The four of us skate off to the side, away from the other kids, but then Daniel jumps over into the circle of everything, does some magic and skates back to us. And even though it’s him
with the skills, feels like it’s all of us.
Feels like we’re all just one amazing kid the four of us, each a quarter
of a whole.
New Normal
Monday morning, I come down all dressed in jeans, a football jersey and a T-shirt underneath to find Mama kneeling in front of Daddy,
pulling socks onto his feet
and him staring out the window.
Already hasn’t been a great morning, Mama says.
Zachariah, say good morning to your son, she tells my dad.
But he keeps looking straight ahead, his brow creased like he’s deep in concentration.
Hey, Dad, I say anyway, come over to him, kiss the top of his head.

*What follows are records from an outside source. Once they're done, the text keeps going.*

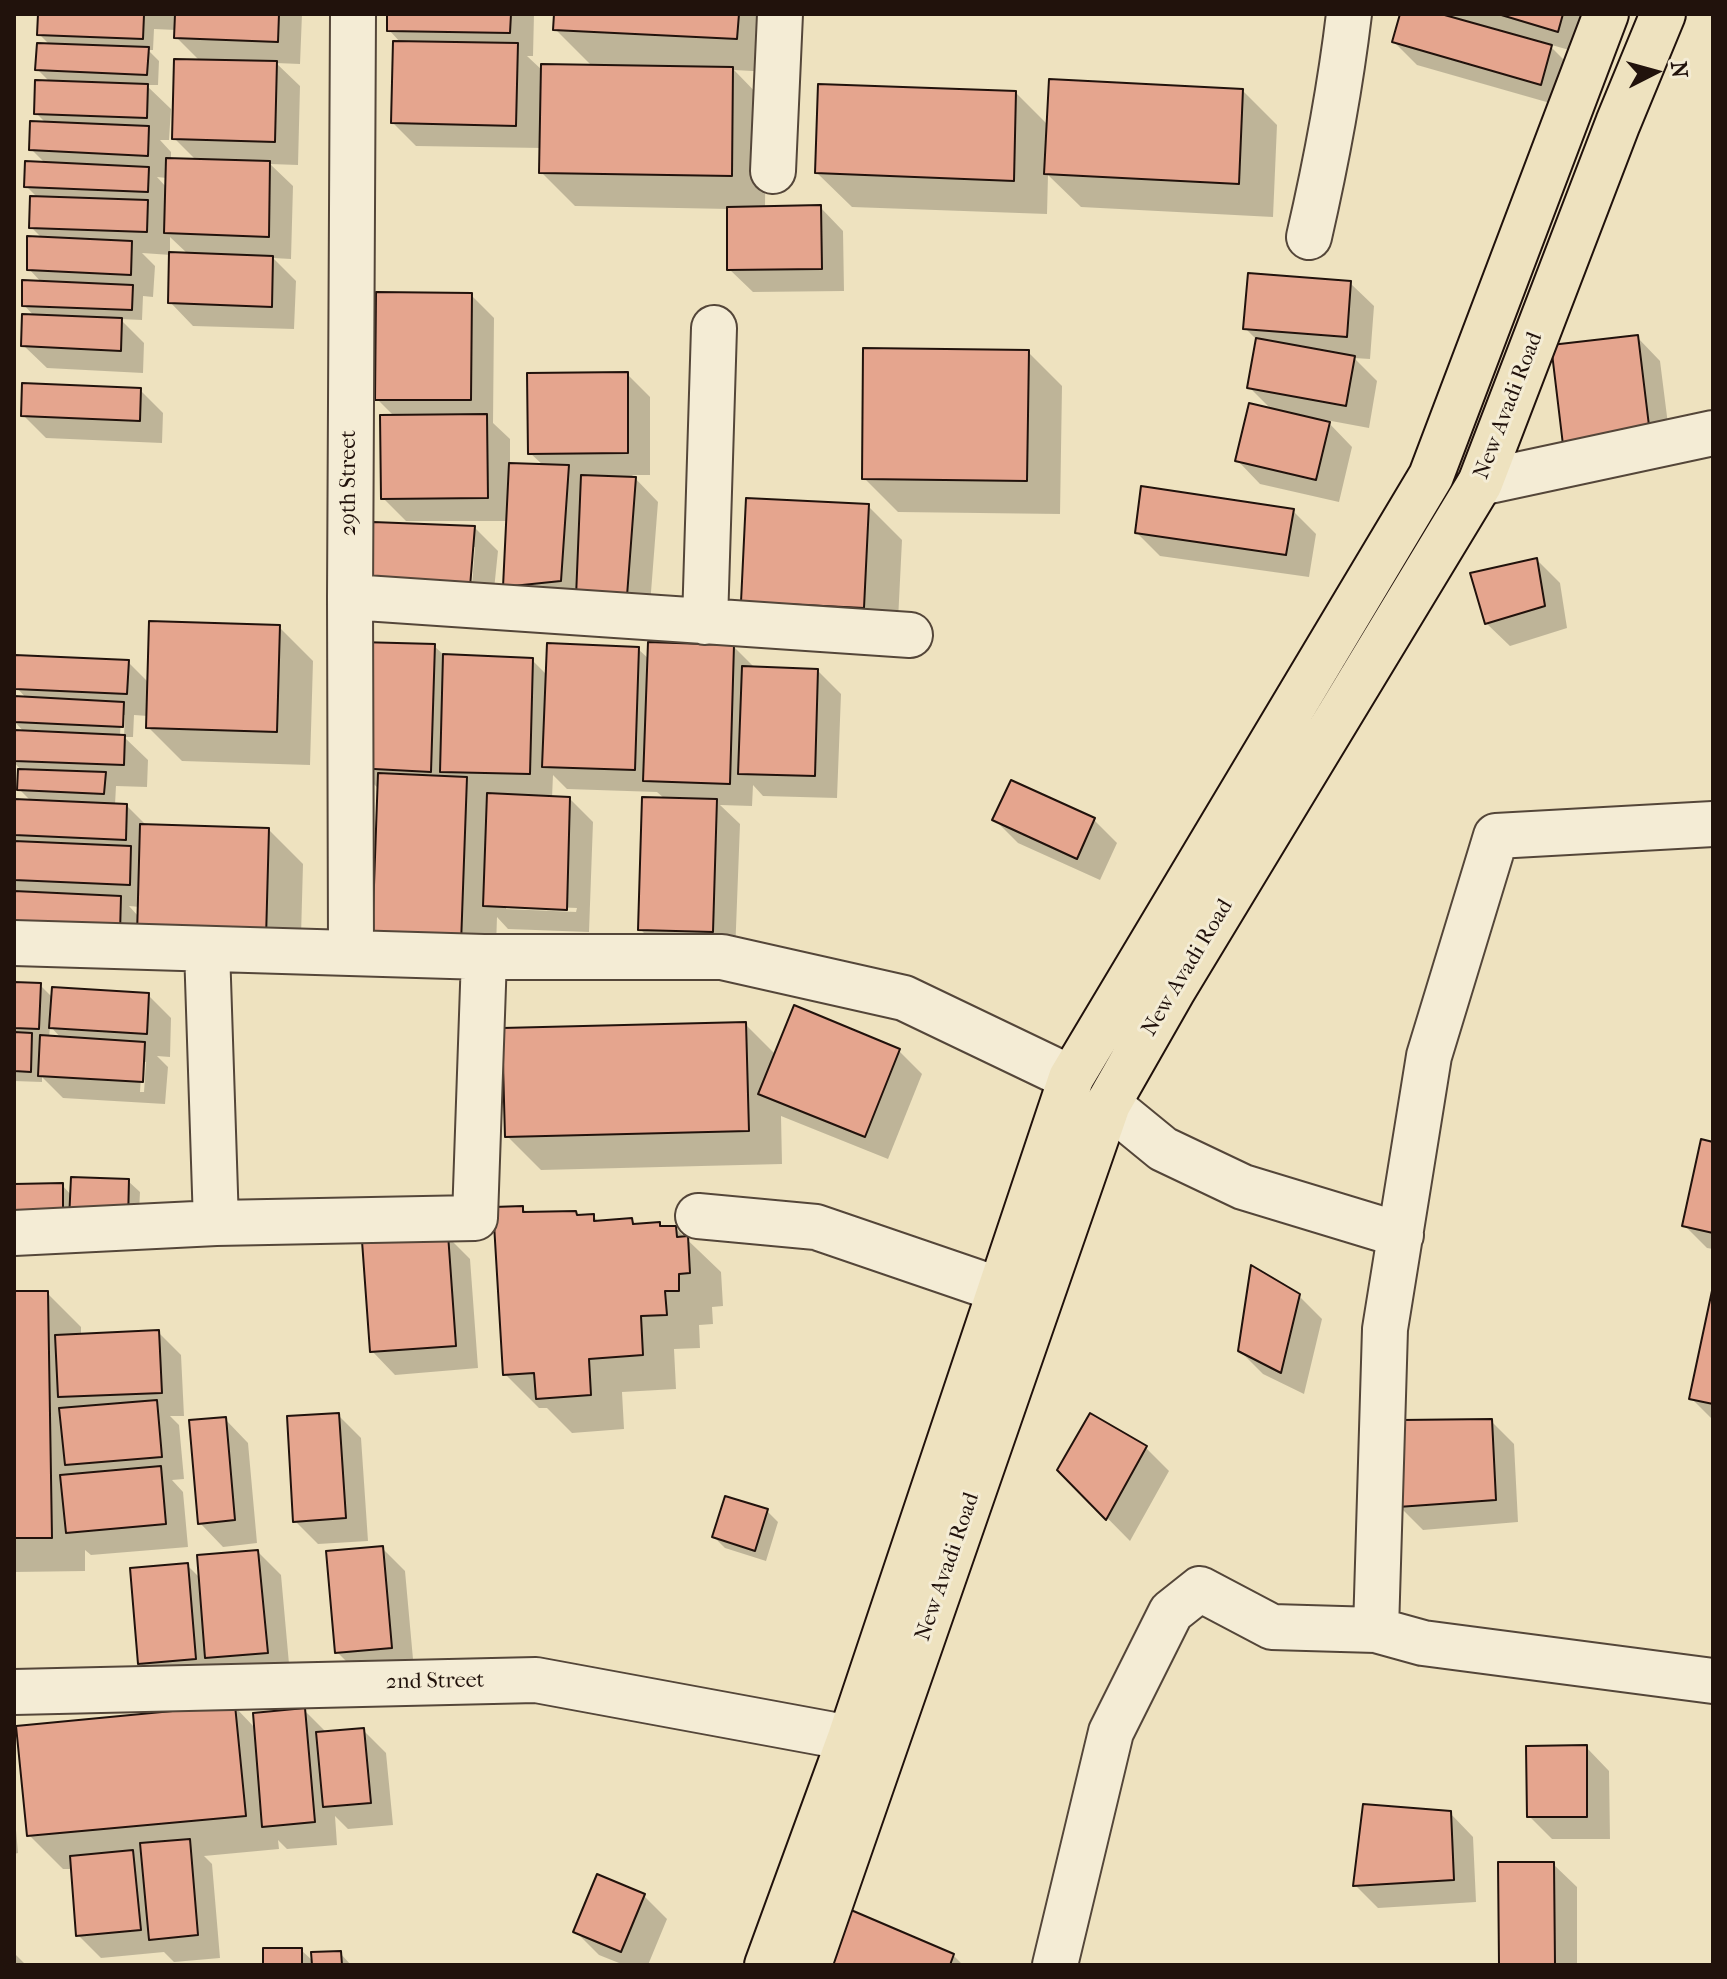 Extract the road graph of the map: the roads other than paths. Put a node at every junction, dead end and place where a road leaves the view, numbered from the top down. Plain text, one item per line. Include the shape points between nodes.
1 (353, 14) edge
2 (780, 14) edge
3 (1349, 14) edge
4 (1606, 14) edge
5 (1663, 14) edge
6 (773, 171) dead end
7 (1309, 237) dead end
8 (714, 328) dead end
9 (1713, 433) edge
10 (1480, 483) junction
11 (350, 597) junction
12 (705, 622) junction
13 (910, 635) dead end
14 (1713, 824) edge
15 (14, 943) edge
16 (207, 949) junction
17 (351, 951) junction
18 (484, 957) junction
19 (1071, 1078) junction
20 (1108, 1104) junction
21 (698, 1216) dead end
22 (216, 1223) junction
23 (14, 1233) edge
24 (1401, 1235) junction
25 (1000, 1290) junction
26 (1376, 1630) junction
27 (1713, 1681) edge
28 (14, 1692) edge
29 (850, 1738) junction
30 (767, 1965) edge
31 (809, 1965) edge
32 (1055, 1965) edge

1 - 11 street, 29th Street
2 - 6 street
3 - 7 street
4 - 19 main road, New Avadi Road via 1431,476
5 - 10 main road, New Avadi Road
8 - 12 street
9 - 10 street
10 - 20 main road, New Avadi Road
11 - 12 street
11 - 17 street, 29th Street
12 - 13 street
14 - 24 street via 1496,836 1429,1056
15 - 16 street
16 - 17 street
16 - 22 street
17 - 18 street
18 - 19 street via 722,957 904,998
18 - 22 street via 475,1218
19 - 25 main road, New Avadi Road
20 - 24 street via 1163,1149 1243,1187
20 - 31 main road, New Avadi Road
21 - 25 street via 816,1227
22 - 23 street
24 - 26 street via 1385,1329
25 - 29 main road, New Avadi Road
26 - 27 street via 1423,1643
26 - 32 street via 1272,1627 1200,1589 1171,1612 1111,1732
28 - 29 street, 2nd Street via 536,1680
29 - 30 main road, New Avadi Road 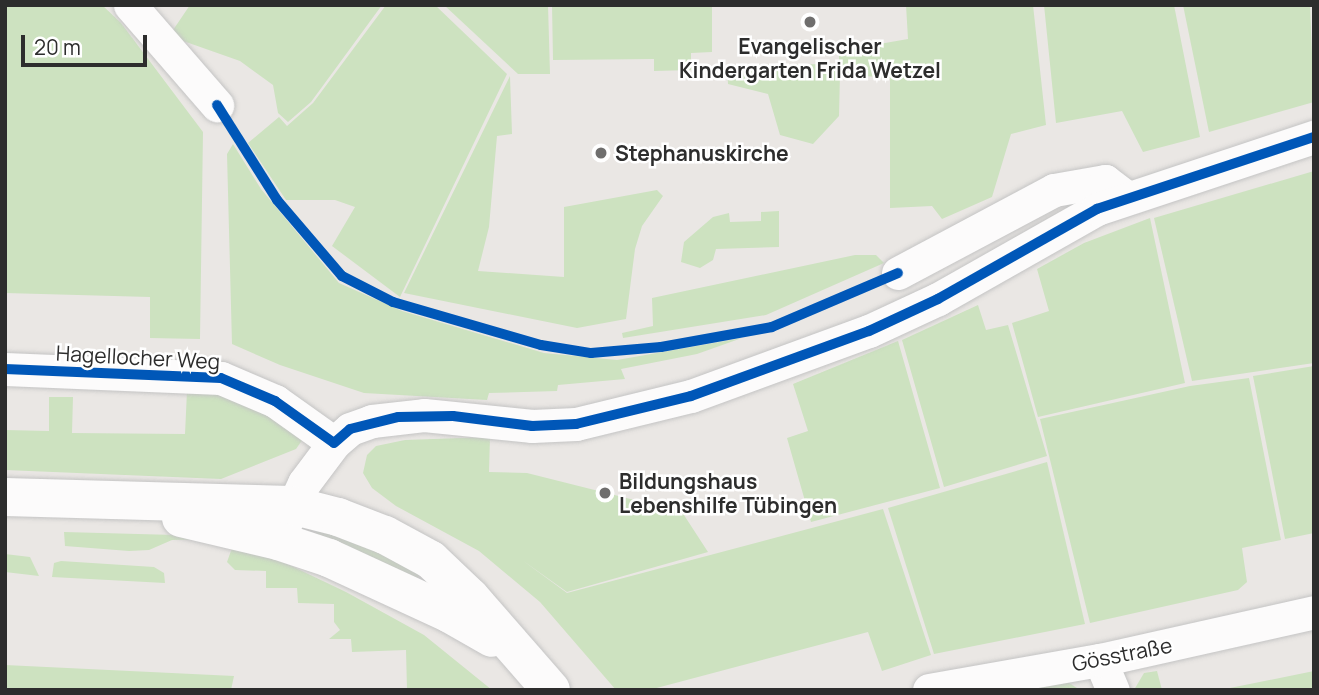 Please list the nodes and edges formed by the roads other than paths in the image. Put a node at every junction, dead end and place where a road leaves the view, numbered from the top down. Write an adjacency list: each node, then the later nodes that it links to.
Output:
1 (130, 5): 2 (street)
2 (218, 105)
3 (1314, 136): 4 (street)
4 (1126, 197): 5 (street); 7 (street)
5 (898, 273)
6 (5, 369): 7 (street, Hagellocher Weg)
7 (334, 443): 11 (street)
8 (5, 478): 9 (street)
9 (78, 496): 10 (street); 11 (street); 12 (street)
10 (5, 497)
11 (291, 505): 12 (street); 14 (street)
12 (278, 541): 14 (street)
13 (1314, 612): 15 (street, Gösstraße)
14 (515, 652): 16 (street)
15 (1107, 675): 17 (street, Gösstraße)
16 (551, 690)
17 (929, 690)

He jumps a little but keeps staring.
And now Mama is at the stove, spooning oatmeal into a bowl for me, sprinkling nuts on top and slicing banana over it.
I can do that, I tell her.
But you don’t have to, Mama says back.
Not yet. Be a boy for a little while longer.
I look over at Dad again, his head hanging now and moving slowly from side to side.
This isn’t some kind of new normal, my mom says.
We’re gonna get this figured out, ZJ.
She pushes the bowl of oatmeal toward me.
What time is it? my dad says. I got to get to my game.
You have time, my mom says back to him. You have plenty of time.
Memory like a Song
Sometimes I’m just sitting in my room and a song will come on the radio that stops something inside of me, makes me sit up straight on my bed
and listen. Sometimes, it’s the piano chords, a sweet riff that has all eighty-eight keys talking.
Sometimes it’s the drums—high hat telling a story—I don’t know
how to explain the way music moves through my brain and my blood and my bones.
Doesn’t make me want to dance like Darry, though.